If I had been as interesting to my church when I “backslid” as I was in the first days I showed up at evangelistic meetings, baptismal classes, and those first few Sabbaths I attended (way back in 1986, in Battle Creek, Michigan), I could very likely still be a happy member in good and regular standing. But I am NOT complaining! I actually really appreciate the fact that no one volunteered to uphold the caring image of the denomination in my last church (Visalia, CA) or among my last church employers (Central California Conference), extending even to a family member (nephew) who happened to become my principal (he ended up being instrumental to the school board in getting me pushed out of my teaching job, and to the conference in getting me to accept one of those ‘offers you can’t refuse’ if you want your family to retain their health insurance and tuition discounts).
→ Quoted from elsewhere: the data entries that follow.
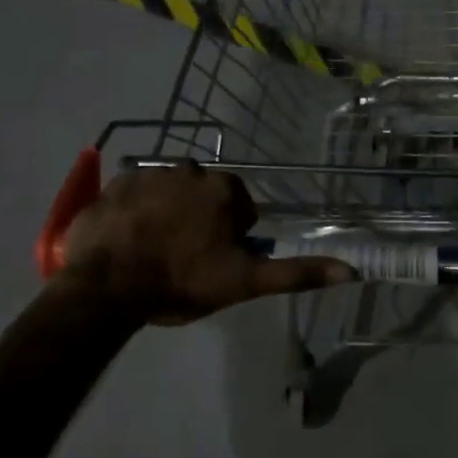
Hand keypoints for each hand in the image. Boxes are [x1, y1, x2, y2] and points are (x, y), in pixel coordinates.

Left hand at [56, 163, 349, 323]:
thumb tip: (352, 270)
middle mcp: (190, 169)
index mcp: (224, 189)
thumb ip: (296, 272)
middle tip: (183, 258)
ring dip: (168, 212)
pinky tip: (128, 237)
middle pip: (204, 195)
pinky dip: (136, 209)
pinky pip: (135, 192)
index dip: (230, 237)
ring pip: (171, 191)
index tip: (212, 261)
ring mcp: (149, 172)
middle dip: (199, 219)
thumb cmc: (181, 283)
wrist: (105, 288)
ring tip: (153, 249)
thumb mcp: (245, 282)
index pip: (239, 208)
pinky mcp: (114, 182)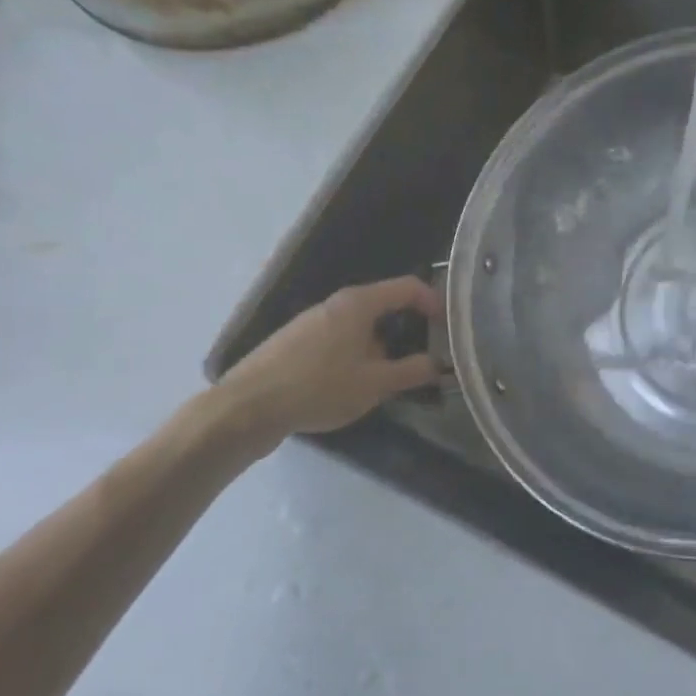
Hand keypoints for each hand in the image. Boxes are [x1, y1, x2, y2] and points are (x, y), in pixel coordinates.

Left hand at [211, 276, 442, 450]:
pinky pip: (339, 341)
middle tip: (424, 359)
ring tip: (389, 379)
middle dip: (408, 331)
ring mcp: (312, 322)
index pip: (407, 287)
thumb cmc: (319, 387)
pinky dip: (356, 355)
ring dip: (381, 347)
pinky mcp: (295, 343)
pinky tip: (352, 387)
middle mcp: (335, 304)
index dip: (434, 302)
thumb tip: (438, 364)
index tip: (449, 327)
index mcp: (358, 304)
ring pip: (360, 327)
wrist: (247, 408)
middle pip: (383, 307)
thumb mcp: (374, 384)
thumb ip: (411, 371)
I’ll admit it, at the risk of overzealous current members jumping on this as if it is the ONLY important reason I am a former member: All the lack of support was at the time extremely painful, and I’m certain was the major cause of a deep depression I’m only recently emerging from. BUT! I am only emerging from that dark time because their neglect allowed me the time to view my old cherished doctrines from the perspective of an outsider.
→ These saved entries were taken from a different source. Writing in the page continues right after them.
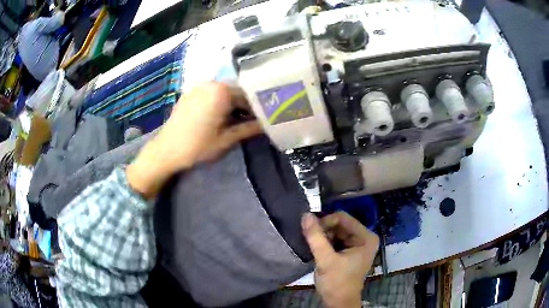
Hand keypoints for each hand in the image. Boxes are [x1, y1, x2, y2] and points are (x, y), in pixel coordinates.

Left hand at [127, 82, 260, 197]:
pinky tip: (218, 117)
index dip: (258, 109)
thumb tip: (268, 124)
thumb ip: (249, 128)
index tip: (263, 120)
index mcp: (222, 91)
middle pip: (236, 92)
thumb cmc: (198, 146)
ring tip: (234, 121)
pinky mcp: (190, 94)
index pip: (249, 96)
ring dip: (231, 105)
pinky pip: (210, 94)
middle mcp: (211, 83)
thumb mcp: (227, 139)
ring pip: (223, 93)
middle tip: (250, 122)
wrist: (167, 151)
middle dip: (244, 106)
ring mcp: (198, 87)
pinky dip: (218, 102)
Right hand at [302, 212, 378, 307]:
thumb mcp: (326, 260)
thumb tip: (305, 215)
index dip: (325, 221)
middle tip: (310, 239)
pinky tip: (317, 248)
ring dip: (323, 236)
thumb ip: (316, 237)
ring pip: (336, 231)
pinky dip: (325, 242)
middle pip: (340, 224)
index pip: (343, 218)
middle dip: (324, 229)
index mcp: (366, 237)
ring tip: (312, 245)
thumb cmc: (337, 282)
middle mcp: (364, 237)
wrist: (338, 302)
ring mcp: (357, 244)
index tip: (311, 231)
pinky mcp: (349, 251)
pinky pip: (335, 239)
I now view faith as a failed epistemology, a tried-and-discarded method for knowing what is real and true about the world and life. Faith is a virus that infects human cognition, and religion is the primary carrier of the contagion. Reason is the vaccine. The scientific method is the antidote. Being good without God, and joyful without guilt, I feel whole and happy and content for the first time in my life. I joined when I was age 20. Although a multi-year process, I count age 45 as the year I left. Now 48, I feel more mentally and emotionally integrated and stable than I ever could have within the confines of the viral hive mind that is the SDA denomination. Sure, I regret giving away the prime years of my young adulthood to a failed epistemology. But at least I’m no longer mentally splintered by the cognitive dissonance required by faith.
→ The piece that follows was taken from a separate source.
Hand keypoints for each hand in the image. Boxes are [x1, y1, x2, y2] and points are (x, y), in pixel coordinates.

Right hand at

I urge you all, if you want to gain some crucial insight into what your own doctrinal beliefs look like from the outsider perspective (regardless of what specific doctrines you believe), please read The Outsider Test for Faith. Even if you just preview it on Amazon, or get the gist of his ideas from his online presentation, you’ll perhaps gain some much-needed insight into your retention problem. I’m not sure anyone who used to be a Seventh-day Adventist member who makes it all the way to what I’m calling phase two (doctrinal rejection) has EVER been reclaimed as a member. Somehow I doubt it. But if you aspire to reach these kinds of “formers,” you must understand their view of your church. This book (and website) is the best I have found at crystallizing it. A former evangelical minister and college professor, trained in theology, philosophy, ethics, and Christian apologetics, the author knows how to be thorough and how to “speak the language” of his former religion, even while brilliantly spearheading the counter-apologetics movement within atheism. You just might earn some respect among those “formers” you’ll no doubt be visiting soon, in the aftermath of this latest drive to reclaim us, the ever-growing hordes who have ‘fallen off the path upward to heaven.’